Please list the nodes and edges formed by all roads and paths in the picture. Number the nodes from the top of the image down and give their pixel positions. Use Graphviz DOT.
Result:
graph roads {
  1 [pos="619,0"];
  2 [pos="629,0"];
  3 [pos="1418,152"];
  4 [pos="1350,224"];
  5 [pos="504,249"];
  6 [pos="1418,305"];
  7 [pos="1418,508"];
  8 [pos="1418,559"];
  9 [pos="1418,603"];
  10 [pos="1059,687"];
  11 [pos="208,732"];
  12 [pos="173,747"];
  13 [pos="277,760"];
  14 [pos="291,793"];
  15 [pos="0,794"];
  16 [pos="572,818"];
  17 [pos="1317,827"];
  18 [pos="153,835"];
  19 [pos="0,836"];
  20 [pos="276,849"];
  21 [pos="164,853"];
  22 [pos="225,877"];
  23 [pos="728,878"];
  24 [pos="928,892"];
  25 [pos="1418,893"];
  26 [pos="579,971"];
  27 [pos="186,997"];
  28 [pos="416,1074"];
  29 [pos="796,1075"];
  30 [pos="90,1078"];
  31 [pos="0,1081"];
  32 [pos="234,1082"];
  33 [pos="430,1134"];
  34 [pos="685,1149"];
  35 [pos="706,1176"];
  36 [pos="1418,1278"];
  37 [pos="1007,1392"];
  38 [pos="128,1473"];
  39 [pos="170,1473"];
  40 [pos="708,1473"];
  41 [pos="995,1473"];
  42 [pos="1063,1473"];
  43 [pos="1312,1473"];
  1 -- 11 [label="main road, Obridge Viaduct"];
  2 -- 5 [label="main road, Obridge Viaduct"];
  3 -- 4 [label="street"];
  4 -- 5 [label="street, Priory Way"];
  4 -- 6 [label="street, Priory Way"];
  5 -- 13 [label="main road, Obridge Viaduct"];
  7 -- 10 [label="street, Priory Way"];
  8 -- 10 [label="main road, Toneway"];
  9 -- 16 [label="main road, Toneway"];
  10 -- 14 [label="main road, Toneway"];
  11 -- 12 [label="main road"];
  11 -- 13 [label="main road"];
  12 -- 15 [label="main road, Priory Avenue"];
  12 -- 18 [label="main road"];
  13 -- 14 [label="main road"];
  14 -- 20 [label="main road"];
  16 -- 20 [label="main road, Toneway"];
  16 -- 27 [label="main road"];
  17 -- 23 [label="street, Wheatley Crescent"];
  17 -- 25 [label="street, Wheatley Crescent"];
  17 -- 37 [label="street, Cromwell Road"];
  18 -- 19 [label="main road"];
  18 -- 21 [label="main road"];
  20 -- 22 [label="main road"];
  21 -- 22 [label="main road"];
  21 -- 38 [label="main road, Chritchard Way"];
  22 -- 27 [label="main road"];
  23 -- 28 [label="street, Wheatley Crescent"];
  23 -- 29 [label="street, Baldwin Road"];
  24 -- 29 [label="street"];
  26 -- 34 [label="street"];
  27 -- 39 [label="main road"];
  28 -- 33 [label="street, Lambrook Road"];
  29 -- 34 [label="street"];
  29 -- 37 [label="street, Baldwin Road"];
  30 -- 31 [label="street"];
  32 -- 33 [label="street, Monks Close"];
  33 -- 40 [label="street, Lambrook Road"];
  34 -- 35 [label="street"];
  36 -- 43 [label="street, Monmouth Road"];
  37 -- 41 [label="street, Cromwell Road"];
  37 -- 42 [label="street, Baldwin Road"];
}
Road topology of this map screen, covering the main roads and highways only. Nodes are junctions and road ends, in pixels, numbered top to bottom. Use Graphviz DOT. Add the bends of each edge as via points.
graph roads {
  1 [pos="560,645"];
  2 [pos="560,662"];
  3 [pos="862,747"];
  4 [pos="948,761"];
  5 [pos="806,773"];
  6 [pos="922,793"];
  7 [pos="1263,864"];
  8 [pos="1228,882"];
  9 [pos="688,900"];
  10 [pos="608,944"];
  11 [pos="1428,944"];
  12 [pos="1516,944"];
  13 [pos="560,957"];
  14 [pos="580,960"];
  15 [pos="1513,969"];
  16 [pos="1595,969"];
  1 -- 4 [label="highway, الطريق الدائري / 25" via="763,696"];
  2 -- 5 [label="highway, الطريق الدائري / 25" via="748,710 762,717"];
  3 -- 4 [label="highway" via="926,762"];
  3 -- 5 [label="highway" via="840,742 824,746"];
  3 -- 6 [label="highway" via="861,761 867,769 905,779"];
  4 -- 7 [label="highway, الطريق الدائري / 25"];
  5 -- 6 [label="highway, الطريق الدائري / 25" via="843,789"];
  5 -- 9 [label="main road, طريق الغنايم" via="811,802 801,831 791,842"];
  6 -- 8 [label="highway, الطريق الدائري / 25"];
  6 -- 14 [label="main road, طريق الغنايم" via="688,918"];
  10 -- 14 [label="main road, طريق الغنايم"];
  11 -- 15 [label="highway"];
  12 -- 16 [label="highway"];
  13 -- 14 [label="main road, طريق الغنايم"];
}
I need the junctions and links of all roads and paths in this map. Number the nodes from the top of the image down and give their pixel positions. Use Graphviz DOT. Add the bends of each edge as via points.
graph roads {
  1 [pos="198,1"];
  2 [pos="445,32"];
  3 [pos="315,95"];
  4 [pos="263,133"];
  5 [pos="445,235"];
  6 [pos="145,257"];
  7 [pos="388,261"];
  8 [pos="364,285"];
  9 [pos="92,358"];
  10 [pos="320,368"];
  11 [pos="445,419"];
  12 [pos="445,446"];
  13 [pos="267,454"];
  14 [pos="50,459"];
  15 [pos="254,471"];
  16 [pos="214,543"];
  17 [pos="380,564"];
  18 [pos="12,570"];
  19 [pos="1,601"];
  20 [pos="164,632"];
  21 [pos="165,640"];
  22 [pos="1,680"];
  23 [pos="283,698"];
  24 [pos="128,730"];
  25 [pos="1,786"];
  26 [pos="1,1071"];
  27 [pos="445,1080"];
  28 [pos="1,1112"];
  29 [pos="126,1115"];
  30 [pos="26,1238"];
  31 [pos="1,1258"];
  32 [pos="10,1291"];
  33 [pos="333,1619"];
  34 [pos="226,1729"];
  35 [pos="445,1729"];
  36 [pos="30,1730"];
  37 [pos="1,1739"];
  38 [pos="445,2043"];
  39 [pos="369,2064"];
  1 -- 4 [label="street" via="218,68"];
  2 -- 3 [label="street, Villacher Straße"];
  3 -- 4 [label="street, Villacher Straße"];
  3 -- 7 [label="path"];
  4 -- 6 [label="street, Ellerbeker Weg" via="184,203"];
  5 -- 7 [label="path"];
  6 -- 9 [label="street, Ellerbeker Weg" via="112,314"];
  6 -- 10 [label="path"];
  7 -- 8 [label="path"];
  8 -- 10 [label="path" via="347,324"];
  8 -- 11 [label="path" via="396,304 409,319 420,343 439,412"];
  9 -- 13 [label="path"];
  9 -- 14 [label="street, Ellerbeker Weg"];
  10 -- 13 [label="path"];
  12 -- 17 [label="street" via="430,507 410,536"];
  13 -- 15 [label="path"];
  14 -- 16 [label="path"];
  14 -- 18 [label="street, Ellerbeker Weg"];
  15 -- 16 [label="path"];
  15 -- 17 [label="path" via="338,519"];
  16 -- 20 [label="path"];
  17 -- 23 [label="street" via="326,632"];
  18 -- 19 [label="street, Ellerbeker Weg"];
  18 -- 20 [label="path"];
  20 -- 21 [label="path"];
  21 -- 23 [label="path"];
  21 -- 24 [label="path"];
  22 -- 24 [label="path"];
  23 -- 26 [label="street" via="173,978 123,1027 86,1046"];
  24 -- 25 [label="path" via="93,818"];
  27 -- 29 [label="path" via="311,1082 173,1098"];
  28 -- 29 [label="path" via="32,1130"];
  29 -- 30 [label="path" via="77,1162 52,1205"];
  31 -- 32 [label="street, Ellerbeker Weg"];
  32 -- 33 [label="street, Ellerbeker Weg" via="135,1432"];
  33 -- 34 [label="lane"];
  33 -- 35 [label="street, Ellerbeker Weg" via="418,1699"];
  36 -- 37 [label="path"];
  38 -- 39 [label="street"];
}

══════════

Task objective:
Go through the records above and report how many lines contain "Ellerbeker". Write the number only.

Result of the task:
8